Scan the entries and copy each line where the word "IMPASSE" is present.
══ RECORDS ══
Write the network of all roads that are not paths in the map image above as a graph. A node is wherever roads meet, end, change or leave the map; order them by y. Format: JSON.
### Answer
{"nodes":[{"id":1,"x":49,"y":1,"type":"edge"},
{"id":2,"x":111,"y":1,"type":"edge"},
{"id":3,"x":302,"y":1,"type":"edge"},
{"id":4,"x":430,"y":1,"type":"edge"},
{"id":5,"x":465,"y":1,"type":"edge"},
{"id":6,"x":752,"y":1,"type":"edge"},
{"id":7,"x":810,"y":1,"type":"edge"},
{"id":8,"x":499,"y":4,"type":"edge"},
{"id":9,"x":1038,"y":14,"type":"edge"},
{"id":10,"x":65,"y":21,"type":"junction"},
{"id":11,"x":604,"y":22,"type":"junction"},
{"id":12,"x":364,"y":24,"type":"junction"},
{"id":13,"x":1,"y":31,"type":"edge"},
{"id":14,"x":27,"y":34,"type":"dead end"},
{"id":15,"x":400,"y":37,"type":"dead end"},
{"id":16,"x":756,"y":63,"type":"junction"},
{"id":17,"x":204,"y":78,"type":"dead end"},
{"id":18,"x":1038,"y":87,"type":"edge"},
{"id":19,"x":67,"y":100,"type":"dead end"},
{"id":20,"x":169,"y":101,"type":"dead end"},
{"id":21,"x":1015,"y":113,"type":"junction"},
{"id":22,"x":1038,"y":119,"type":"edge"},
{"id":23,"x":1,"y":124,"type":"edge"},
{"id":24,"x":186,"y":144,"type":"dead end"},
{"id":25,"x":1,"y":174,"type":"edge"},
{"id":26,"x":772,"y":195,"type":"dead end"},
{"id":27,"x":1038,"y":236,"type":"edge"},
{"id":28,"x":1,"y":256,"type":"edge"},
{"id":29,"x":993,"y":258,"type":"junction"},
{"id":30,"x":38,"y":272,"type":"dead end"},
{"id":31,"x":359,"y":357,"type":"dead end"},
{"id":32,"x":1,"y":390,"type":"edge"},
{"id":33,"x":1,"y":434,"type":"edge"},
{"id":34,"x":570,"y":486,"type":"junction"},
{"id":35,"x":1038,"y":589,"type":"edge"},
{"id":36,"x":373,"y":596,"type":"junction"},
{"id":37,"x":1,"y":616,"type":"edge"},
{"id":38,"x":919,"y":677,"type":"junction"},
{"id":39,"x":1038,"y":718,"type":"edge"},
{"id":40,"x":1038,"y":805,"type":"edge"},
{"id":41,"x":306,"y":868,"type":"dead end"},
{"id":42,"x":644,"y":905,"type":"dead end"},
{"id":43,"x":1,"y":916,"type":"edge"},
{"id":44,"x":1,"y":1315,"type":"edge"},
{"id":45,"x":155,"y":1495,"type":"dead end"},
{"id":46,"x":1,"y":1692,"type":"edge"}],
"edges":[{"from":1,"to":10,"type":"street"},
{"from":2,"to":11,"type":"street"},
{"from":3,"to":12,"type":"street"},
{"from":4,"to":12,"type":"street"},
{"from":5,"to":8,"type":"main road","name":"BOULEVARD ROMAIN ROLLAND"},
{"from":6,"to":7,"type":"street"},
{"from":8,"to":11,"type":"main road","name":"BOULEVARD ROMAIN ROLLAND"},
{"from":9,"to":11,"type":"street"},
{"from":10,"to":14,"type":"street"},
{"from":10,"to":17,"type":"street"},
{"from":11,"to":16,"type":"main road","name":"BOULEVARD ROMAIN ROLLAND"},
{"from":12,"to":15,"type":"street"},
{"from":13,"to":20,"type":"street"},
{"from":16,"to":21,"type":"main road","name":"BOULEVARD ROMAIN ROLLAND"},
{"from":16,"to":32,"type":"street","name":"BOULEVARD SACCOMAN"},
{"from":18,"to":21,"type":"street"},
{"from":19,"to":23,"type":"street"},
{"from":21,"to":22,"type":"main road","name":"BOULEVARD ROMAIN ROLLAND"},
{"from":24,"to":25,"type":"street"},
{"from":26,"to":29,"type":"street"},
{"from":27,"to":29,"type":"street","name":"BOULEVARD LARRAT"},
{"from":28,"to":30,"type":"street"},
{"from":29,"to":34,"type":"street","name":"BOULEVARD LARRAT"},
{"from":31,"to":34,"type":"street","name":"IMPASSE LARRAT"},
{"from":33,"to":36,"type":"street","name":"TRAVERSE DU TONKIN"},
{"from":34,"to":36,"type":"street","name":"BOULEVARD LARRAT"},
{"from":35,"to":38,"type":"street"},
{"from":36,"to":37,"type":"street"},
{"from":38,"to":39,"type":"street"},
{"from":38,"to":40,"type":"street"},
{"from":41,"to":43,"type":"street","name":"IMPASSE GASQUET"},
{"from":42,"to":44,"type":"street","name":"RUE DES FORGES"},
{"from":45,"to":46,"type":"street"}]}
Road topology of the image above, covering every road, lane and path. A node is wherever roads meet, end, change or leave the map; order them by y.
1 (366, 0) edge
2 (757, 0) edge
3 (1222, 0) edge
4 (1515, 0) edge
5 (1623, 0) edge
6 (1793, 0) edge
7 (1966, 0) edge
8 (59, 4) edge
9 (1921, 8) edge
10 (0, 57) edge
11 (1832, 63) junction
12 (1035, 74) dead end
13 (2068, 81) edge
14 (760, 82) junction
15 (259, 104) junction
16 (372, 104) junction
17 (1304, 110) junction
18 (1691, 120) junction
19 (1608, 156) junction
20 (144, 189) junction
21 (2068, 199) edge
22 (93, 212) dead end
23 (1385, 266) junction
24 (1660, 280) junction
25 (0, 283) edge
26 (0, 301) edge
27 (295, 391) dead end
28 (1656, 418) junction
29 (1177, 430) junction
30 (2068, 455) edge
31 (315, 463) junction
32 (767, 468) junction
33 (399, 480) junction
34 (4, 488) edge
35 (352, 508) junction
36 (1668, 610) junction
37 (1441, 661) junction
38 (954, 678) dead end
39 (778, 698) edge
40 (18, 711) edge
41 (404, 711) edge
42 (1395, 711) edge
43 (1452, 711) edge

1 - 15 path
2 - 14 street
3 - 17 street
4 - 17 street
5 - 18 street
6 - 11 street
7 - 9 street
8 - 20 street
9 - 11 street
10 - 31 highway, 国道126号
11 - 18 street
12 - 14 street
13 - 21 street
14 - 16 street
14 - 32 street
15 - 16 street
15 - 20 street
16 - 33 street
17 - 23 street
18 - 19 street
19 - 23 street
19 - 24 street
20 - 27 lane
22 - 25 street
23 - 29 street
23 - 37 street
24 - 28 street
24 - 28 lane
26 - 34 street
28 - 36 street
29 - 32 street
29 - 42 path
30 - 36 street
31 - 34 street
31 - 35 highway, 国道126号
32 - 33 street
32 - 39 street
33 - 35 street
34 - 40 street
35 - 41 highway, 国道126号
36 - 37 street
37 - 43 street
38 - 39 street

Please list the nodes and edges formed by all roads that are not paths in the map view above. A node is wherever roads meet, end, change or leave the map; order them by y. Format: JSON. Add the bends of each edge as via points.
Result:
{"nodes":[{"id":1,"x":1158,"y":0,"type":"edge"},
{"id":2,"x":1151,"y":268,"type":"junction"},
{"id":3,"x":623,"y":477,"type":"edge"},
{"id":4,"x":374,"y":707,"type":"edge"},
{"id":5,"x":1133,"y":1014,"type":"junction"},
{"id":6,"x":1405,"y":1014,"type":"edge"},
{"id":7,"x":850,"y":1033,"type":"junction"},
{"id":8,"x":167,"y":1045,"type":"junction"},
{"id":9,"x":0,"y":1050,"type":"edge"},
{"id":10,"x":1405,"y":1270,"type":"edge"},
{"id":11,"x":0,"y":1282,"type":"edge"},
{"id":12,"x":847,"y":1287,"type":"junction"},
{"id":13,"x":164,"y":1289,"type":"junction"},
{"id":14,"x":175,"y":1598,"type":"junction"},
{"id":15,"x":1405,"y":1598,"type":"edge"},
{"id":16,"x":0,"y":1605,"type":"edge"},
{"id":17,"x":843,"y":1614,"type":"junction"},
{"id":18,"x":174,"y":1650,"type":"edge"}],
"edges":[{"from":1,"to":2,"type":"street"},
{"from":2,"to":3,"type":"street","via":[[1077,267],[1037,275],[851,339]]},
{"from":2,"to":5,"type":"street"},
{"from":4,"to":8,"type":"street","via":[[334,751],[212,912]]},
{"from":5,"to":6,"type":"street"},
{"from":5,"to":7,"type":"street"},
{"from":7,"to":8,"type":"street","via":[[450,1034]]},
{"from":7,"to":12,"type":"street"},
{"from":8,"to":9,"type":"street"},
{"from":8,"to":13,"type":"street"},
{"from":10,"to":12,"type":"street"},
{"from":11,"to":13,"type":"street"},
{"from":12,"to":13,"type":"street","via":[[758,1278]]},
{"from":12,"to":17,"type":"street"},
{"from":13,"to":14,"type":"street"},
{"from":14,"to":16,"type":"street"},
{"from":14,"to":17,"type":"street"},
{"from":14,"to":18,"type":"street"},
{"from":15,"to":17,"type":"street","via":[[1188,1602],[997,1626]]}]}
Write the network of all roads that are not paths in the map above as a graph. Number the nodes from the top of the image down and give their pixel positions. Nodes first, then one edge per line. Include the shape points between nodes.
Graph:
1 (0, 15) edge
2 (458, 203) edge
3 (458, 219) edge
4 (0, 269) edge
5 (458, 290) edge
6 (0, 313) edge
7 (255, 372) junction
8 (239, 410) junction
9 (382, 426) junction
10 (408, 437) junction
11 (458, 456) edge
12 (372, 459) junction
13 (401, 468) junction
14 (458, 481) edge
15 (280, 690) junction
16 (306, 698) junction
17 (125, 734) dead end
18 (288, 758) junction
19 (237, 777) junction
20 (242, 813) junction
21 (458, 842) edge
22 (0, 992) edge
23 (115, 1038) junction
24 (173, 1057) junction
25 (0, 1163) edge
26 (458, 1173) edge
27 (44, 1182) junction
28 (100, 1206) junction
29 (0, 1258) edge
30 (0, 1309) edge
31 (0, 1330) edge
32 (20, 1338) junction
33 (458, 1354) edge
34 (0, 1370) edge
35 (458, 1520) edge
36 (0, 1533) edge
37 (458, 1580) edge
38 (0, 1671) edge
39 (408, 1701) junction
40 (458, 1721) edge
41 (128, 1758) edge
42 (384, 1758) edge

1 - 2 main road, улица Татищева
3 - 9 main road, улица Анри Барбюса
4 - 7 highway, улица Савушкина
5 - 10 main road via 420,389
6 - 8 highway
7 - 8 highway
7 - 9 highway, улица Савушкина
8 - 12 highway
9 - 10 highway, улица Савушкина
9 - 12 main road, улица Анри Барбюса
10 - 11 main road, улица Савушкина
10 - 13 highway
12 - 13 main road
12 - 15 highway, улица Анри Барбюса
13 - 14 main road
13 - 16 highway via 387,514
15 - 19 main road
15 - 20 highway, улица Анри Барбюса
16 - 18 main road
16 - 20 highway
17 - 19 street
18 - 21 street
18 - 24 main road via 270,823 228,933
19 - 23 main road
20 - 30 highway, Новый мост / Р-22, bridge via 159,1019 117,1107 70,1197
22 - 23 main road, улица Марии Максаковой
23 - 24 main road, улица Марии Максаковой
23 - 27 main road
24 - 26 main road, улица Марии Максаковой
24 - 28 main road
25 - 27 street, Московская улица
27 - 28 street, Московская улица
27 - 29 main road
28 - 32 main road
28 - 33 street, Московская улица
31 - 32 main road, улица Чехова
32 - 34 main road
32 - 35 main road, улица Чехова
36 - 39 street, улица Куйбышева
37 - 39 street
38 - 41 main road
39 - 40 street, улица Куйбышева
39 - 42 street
═══
WRITTEN SOLUTION.
{"from":31,"to":34,"type":"street","name":"IMPASSE LARRAT"},
{"from":41,"to":43,"type":"street","name":"IMPASSE GASQUET"},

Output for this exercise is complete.